As soon as the Crew stepped out into the sunshine and looked out over the bustle of activity on the river, they felt right at home.* Sailing yachts, motor boats, dinghies and kayaks all jostled for space on glistening blue water that wouldn’t have looked out of place on the shores of the Mediterranean.
The beautiful River Dart plays host to all manner of vessels and maritime activities
The Crew were particularly excited to see the Henry Finlay, a thirty-five foot ex-RNLI rowing and sailing lifeboat. Launched in London in 1911, she served for 18 years at the lifeboat station at Machrihanish on the south-western end of Scotland’s Mull of Kintyre. Although the station there had been opened in response to the tragic loss of a local trawler, the lifeboat was never launched to a casualty.
After her uneventful stay in Scotland, the Henry Finlay moved down south (by rail!) to Teignmouth, where she served as the station’s lifeboat until the Second World War. During her time on station, she saved two lives. In 1945, she was sold out of the RNLI, fitted with an engine and turned into a pleasure boat for day trippers. She has now been lovingly restored by a lifeboat enthusiast and offers short voyages of discovery around the River Dart.
The Henry Finlay
Exciting as all this was, though, the Crew were keen to check out the Dart lifeboat station. While there had been a lifeboat stationed in the town from 1878 until 1896, the current station was established as recently as 2007. The station is home to the D class lifeboat ‘The Spirit of the Dart’, which is housed in a purpose-built boatshed next to the river. Here’s the lifeboat station…
The Dart RNLI station
The station wasn’t open for visitors, so the Crew resorted to peering through the window to get a look inside. Here, you can see them balancing on the window ledge.
The crew were keen to have a look inside the lifeboat station
With their faces pressed up to the glass, they could just make out the D class lifeboat. Great excitement ensued.
And they were positively desperate to catch a glimpse of the station’s D class lifeboat
Having seen the lifeboat, we took a wander down the quayside. There were still plenty of daytrippers about, as well as locals going about their business. Although it’s rather small, Dartmouth always seems to have a strong sense of purpose, something that can sadly so often be lacking in our coastal towns. Even Molly, my Labrador, was enjoying herself.**
Even Molly enjoyed herself
Eventually, though, it was time to head on. But not before we’d taken the Higher Ferry across the river. We were right at the front of the queue, so the little guys had a great view of the comings and goings on the river while we waited for the boat to come in…

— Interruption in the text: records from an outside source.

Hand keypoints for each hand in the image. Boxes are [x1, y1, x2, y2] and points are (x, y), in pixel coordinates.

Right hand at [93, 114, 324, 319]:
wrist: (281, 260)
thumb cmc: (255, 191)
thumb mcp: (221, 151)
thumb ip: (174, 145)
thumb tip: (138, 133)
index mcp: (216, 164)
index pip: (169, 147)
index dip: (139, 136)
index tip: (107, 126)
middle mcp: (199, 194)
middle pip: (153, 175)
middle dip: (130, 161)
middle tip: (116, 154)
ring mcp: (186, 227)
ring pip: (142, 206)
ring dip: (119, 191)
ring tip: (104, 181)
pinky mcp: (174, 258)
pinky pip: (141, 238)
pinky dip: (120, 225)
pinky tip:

The Crew waiting for the Higher Ferry across the Dart
So that was Dartmouth. My (and possibly the Crew’s) spiritual home. If you’ve never been there, go soon. If you have been, go again. And if you live there… have you thought about selling your house? I know someone who might like to make you an offer…
* It probably didn’t hurt that I absolutely love Dartmouth, too, and use any excuse to head down there for the day.
** Even if I did spend a large proportion of our visit lying on the quayside / grass / pavement / road taking photos of little LEGO people.